» **INSTRUCTIONS TO FOLLOW**:
Take the entries below and reproduce them word for word.

--------------------------------------------------

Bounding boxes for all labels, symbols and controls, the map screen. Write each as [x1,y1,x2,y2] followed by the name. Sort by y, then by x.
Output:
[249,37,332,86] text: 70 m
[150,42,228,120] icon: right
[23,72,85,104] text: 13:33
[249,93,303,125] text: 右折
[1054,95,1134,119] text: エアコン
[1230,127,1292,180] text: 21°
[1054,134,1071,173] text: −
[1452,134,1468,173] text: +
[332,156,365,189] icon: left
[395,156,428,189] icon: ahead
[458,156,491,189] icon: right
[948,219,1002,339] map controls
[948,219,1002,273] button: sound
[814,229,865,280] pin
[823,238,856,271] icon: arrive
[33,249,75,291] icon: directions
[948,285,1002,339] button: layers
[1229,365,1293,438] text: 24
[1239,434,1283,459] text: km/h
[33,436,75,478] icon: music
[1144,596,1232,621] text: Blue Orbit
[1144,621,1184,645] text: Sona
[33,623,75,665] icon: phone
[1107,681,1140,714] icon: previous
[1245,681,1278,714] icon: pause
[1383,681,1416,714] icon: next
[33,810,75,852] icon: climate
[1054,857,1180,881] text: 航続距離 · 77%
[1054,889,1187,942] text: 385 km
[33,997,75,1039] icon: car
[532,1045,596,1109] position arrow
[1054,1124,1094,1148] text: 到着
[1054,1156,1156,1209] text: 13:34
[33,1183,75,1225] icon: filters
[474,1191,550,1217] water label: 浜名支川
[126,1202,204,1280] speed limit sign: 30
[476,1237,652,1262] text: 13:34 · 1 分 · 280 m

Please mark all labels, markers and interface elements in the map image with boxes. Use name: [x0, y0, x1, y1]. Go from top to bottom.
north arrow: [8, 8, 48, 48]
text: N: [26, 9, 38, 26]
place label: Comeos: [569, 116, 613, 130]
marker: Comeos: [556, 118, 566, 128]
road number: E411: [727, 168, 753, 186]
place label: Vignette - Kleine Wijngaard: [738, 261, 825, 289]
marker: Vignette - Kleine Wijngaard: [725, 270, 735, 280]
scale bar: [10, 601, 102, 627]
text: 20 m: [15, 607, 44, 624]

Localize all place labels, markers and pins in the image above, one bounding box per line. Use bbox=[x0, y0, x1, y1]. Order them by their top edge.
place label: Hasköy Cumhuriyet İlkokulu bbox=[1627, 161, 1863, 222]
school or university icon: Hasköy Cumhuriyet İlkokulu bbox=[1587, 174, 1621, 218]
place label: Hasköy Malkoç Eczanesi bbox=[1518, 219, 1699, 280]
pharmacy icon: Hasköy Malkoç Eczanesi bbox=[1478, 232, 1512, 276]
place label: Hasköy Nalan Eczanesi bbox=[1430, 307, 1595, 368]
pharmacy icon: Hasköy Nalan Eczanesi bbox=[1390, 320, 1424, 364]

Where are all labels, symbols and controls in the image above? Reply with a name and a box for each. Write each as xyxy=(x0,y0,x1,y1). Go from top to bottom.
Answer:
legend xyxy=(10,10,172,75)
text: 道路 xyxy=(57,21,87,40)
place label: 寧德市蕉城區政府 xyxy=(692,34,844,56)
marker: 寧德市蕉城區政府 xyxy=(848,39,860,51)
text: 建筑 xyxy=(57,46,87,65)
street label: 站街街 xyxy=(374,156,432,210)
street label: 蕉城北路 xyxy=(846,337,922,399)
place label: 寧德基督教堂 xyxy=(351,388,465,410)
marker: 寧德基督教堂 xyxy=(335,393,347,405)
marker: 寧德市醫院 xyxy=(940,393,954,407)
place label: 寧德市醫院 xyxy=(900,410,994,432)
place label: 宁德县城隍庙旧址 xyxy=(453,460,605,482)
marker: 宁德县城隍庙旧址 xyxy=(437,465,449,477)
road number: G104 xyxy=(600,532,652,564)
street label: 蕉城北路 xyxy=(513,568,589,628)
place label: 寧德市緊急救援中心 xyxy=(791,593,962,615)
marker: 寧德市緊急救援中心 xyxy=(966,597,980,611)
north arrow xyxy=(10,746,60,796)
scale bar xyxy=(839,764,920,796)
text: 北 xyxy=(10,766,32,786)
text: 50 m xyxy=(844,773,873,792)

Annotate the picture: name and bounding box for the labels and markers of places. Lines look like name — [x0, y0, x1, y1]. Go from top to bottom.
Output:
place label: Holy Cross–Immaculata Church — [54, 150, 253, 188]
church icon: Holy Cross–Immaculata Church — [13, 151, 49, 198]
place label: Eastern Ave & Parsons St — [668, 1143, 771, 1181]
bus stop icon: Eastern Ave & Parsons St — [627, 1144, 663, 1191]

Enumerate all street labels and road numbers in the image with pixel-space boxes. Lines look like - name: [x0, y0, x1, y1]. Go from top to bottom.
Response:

--------------------------------------------------

» **SOLVED PROBLEM**:
Bounding boxes for all labels, symbols and controls, the map screen. Write each as [x1,y1,x2,y2] followed by the name. Sort by y, then by x.
Output:
[249,37,332,86] text: 70 m
[150,42,228,120] icon: right
[23,72,85,104] text: 13:33
[249,93,303,125] text: 右折
[1054,95,1134,119] text: エアコン
[1230,127,1292,180] text: 21°
[1054,134,1071,173] text: −
[1452,134,1468,173] text: +
[332,156,365,189] icon: left
[395,156,428,189] icon: ahead
[458,156,491,189] icon: right
[948,219,1002,339] map controls
[948,219,1002,273] button: sound
[814,229,865,280] pin
[823,238,856,271] icon: arrive
[33,249,75,291] icon: directions
[948,285,1002,339] button: layers
[1229,365,1293,438] text: 24
[1239,434,1283,459] text: km/h
[33,436,75,478] icon: music
[1144,596,1232,621] text: Blue Orbit
[1144,621,1184,645] text: Sona
[33,623,75,665] icon: phone
[1107,681,1140,714] icon: previous
[1245,681,1278,714] icon: pause
[1383,681,1416,714] icon: next
[33,810,75,852] icon: climate
[1054,857,1180,881] text: 航続距離 · 77%
[1054,889,1187,942] text: 385 km
[33,997,75,1039] icon: car
[532,1045,596,1109] position arrow
[1054,1124,1094,1148] text: 到着
[1054,1156,1156,1209] text: 13:34
[33,1183,75,1225] icon: filters
[474,1191,550,1217] water label: 浜名支川
[126,1202,204,1280] speed limit sign: 30
[476,1237,652,1262] text: 13:34 · 1 分 · 280 m

Please mark all labels, markers and interface elements in the map image with boxes. Use name: [x0, y0, x1, y1]. Go from top to bottom.
north arrow: [8, 8, 48, 48]
text: N: [26, 9, 38, 26]
place label: Comeos: [569, 116, 613, 130]
marker: Comeos: [556, 118, 566, 128]
road number: E411: [727, 168, 753, 186]
place label: Vignette - Kleine Wijngaard: [738, 261, 825, 289]
marker: Vignette - Kleine Wijngaard: [725, 270, 735, 280]
scale bar: [10, 601, 102, 627]
text: 20 m: [15, 607, 44, 624]

Localize all place labels, markers and pins in the image above, one bounding box per line. Use bbox=[x0, y0, x1, y1]. Order them by their top edge.
place label: Hasköy Cumhuriyet İlkokulu bbox=[1627, 161, 1863, 222]
school or university icon: Hasköy Cumhuriyet İlkokulu bbox=[1587, 174, 1621, 218]
place label: Hasköy Malkoç Eczanesi bbox=[1518, 219, 1699, 280]
pharmacy icon: Hasköy Malkoç Eczanesi bbox=[1478, 232, 1512, 276]
place label: Hasköy Nalan Eczanesi bbox=[1430, 307, 1595, 368]
pharmacy icon: Hasköy Nalan Eczanesi bbox=[1390, 320, 1424, 364]

Where are all labels, symbols and controls in the image above? Reply with a name and a box for each. Write each as xyxy=(x0,y0,x1,y1). Go from top to bottom.
Answer:
legend xyxy=(10,10,172,75)
text: 道路 xyxy=(57,21,87,40)
place label: 寧德市蕉城區政府 xyxy=(692,34,844,56)
marker: 寧德市蕉城區政府 xyxy=(848,39,860,51)
text: 建筑 xyxy=(57,46,87,65)
street label: 站街街 xyxy=(374,156,432,210)
street label: 蕉城北路 xyxy=(846,337,922,399)
place label: 寧德基督教堂 xyxy=(351,388,465,410)
marker: 寧德基督教堂 xyxy=(335,393,347,405)
marker: 寧德市醫院 xyxy=(940,393,954,407)
place label: 寧德市醫院 xyxy=(900,410,994,432)
place label: 宁德县城隍庙旧址 xyxy=(453,460,605,482)
marker: 宁德县城隍庙旧址 xyxy=(437,465,449,477)
road number: G104 xyxy=(600,532,652,564)
street label: 蕉城北路 xyxy=(513,568,589,628)
place label: 寧德市緊急救援中心 xyxy=(791,593,962,615)
marker: 寧德市緊急救援中心 xyxy=(966,597,980,611)
north arrow xyxy=(10,746,60,796)
scale bar xyxy=(839,764,920,796)
text: 北 xyxy=(10,766,32,786)
text: 50 m xyxy=(844,773,873,792)

Annotate the picture: name and bounding box for the labels and markers of places. Lines look like name — [x0, y0, x1, y1]. Go from top to bottom.
Output:
place label: Holy Cross–Immaculata Church — [54, 150, 253, 188]
church icon: Holy Cross–Immaculata Church — [13, 151, 49, 198]
place label: Eastern Ave & Parsons St — [668, 1143, 771, 1181]
bus stop icon: Eastern Ave & Parsons St — [627, 1144, 663, 1191]

Enumerate all street labels and road numbers in the image with pixel-space boxes. Lines look like - name: [x0, y0, x1, y1]. Go from top to bottom.
Response:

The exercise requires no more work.